Accept, Sir, the renewed assurance of my high consideration.”

(2) For your information I informed the Minister confidentially that the Department was awaiting action by the Senate on German commercial treaty3 before proceeding with negotiation of other similar treaties. I then referred to complaints received from American exporters concerning Finnish discriminations against American commerce, also to the discriminatory port duties imposed on American [Page 88] ships by Finland, and stated that in view of the very favorable treatment granted by the United States to Finnish imports, which are largely admitted into the United States free of duty (as in the case of wood pulp, hides and skins) it was obviously unreasonable that Finland should discriminate against the United States. The Minister stated he believed his Government would welcome such an arrangement, but that it would have to be considered by a Committee in Helsingfors and that because that Committee was probably dispersed during the summer and because the Minister for Foreign Affairs was absent there might be some delay. He stated that he would urge early action but that he desired to study the note for two or three days before making detailed recommendations to his government.

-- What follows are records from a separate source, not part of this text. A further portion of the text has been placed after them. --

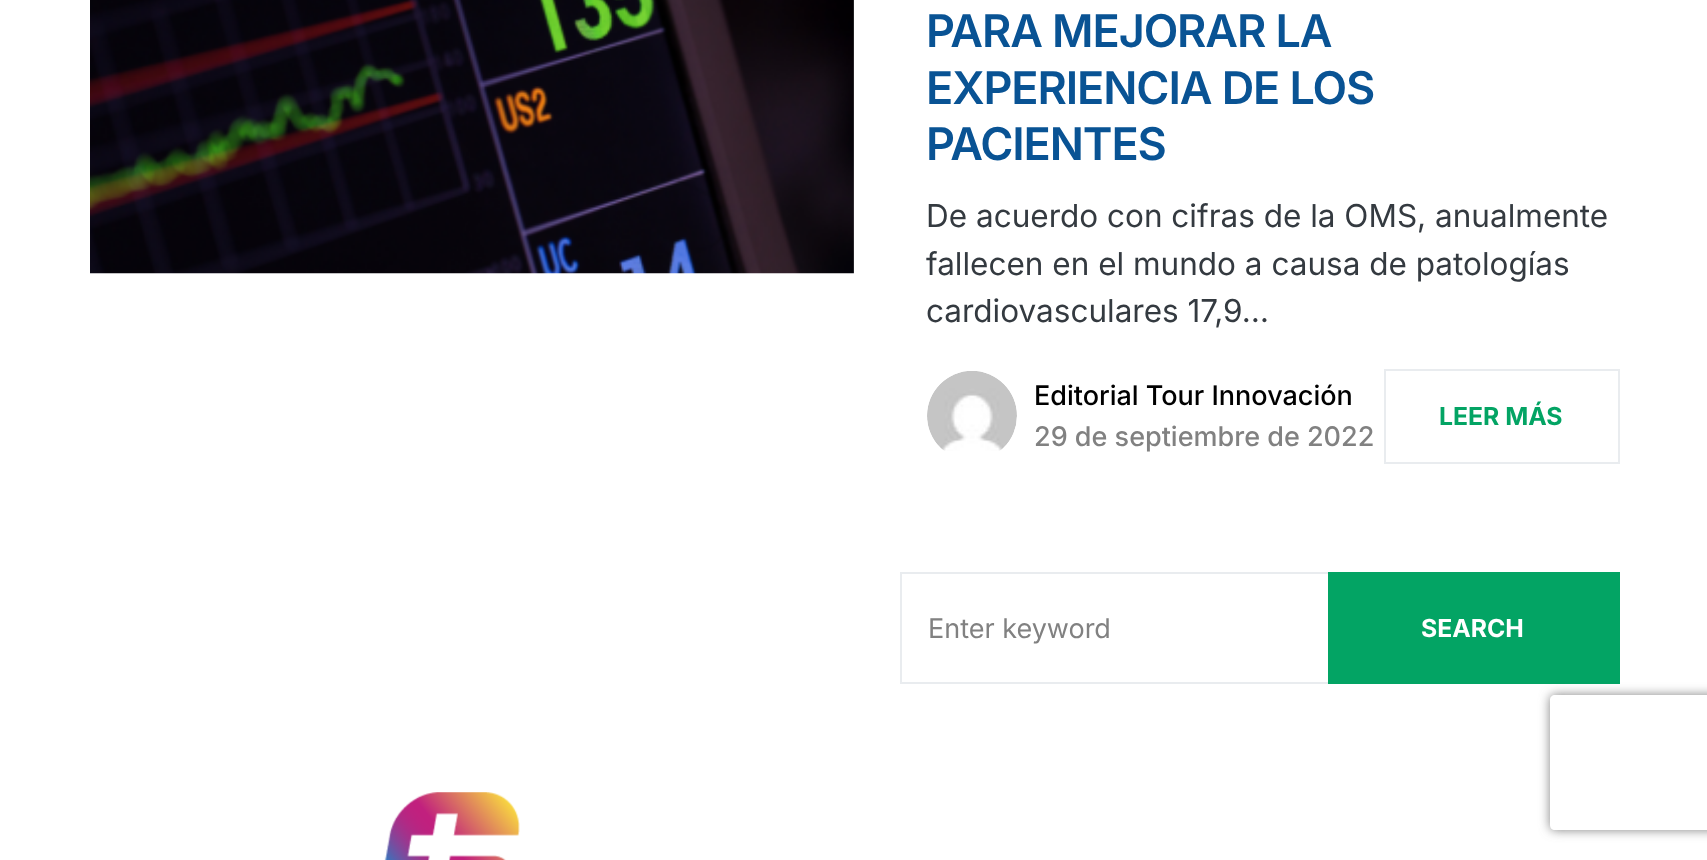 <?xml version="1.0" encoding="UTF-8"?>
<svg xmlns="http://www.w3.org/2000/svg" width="1707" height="860">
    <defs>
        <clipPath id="clip1"><path d="M 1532 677 H 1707 V 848 H 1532 Z M 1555 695 H 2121 C 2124 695 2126 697 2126 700 V 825 C 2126 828 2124 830 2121 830 H 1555 C 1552 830 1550 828 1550 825 V 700 C 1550 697 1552 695 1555 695 Z" clip-rule="evenodd"/></clipPath>
        <filter id="blur1" x="-50%" y="-200%" width="200%" height="500%"><feGaussianBlur stdDeviation="5.5"/></filter>
    </defs>
    <rect width="100%" height="100%" fill="#FFFFFF"/>
    <image x="90" y="0" width="764" height="274" href="img_01.png"/>
    <text font-family="Inter" font-size="45" font-weight="600" letter-spacing="-1.1" fill="#095394">
        <tspan x="926" y="47">PARA MEJORAR LA</tspan>
        <tspan x="926" y="104">EXPERIENCIA DE LOS</tspan>
        <tspan x="926" y="160">PACIENTES</tspan>
    </text>
    <text font-family="Inter" font-size="31.5" fill="#343A40">
        <tspan x="926" y="227">De acuerdo con cifras de la OMS, anualmente</tspan>
        <tspan x="926" y="275">fallecen en el mundo a causa de patologías</tspan>
        <tspan x="926" y="322">cardiovasculares 17,9…</tspan>
    </text>
    <image x="927" y="371" width="90" height="80" href="img_02.png"/>
    <text x="1034" y="405" font-family="Inter" font-size="27" font-weight="500" fill="#000000">Editorial Tour Innovación</text>
    <text x="1034" y="446" font-family="Inter" font-size="27" font-weight="500" fill="#818181">29 de septiembre de 2022</text>
    <rect x="1385" y="370" width="234" height="93" fill="none" stroke="#E9ECEF" stroke-width="2"/>
    <text x="1439" y="425" font-family="Inter" font-size="24.75" font-weight="700" fill="#03A464">LEER MÁS</text>
    <rect x="900" y="572" width="428" height="2" fill="#E9ECEF"/>
    <rect x="900" y="682" width="428" height="2" fill="#E9ECEF"/>
    <rect x="900" y="572" width="2" height="112" fill="#E9ECEF"/>
    <text x="928" y="638" font-family="Inter" font-size="27" fill="#818181">Enter keyword</text>
    <rect x="1328" y="572" width="292" height="112" fill="#03A464"/>
    <text x="1421" y="637" font-family="Inter" font-size="24.75" font-weight="700" fill="#FFFFFF">SEARCH</text>
    <image x="384" y="792" width="136" height="68" href="img_03.png"/>
    <g clip-path="url(#clip1)">
        <rect x="1550" y="695" width="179" height="135" rx="5" fill="#808080" filter="url(#blur1)"/>
    </g>
</svg>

(3) In handing the Minister draft note I stated that Department would cable the text to you to hand to the Finnish Government. Please hand a copy as soon as possible to the Minister for Foreign Affairs and endeavor to expedite favorable action so that Minister in Washington may be authorized to enter into the proposed exchange as soon as possible. Please telegraph important developments.

Grew
  1. Not printed. On July 19, 1923, the Secretary of State telegraphed to the Minister in Finland inquiring whether the Finnish Government would be disposed to enter into negotiations with the United States at an early date with a view to the conclusion of a general treaty of amity, commerce and consular rights. The Minister replied in his telegram No. 8, July 27, 1923, that the Foreign Office had expressed its readiness to open negotiations.
  2. Not printed. This instruction transmitted a draft treaty of friendship and commerce which had been submitted to the Finnish Government through its Legation in Washington. The draft was similar to that transmitted to the Ambassador in Spain, May 18, 1923, which is printed in Foreign Relations, 1923, vol. ii, p. 831.
  3. Signed Dec. 8, 1923; see ibid., p. 29.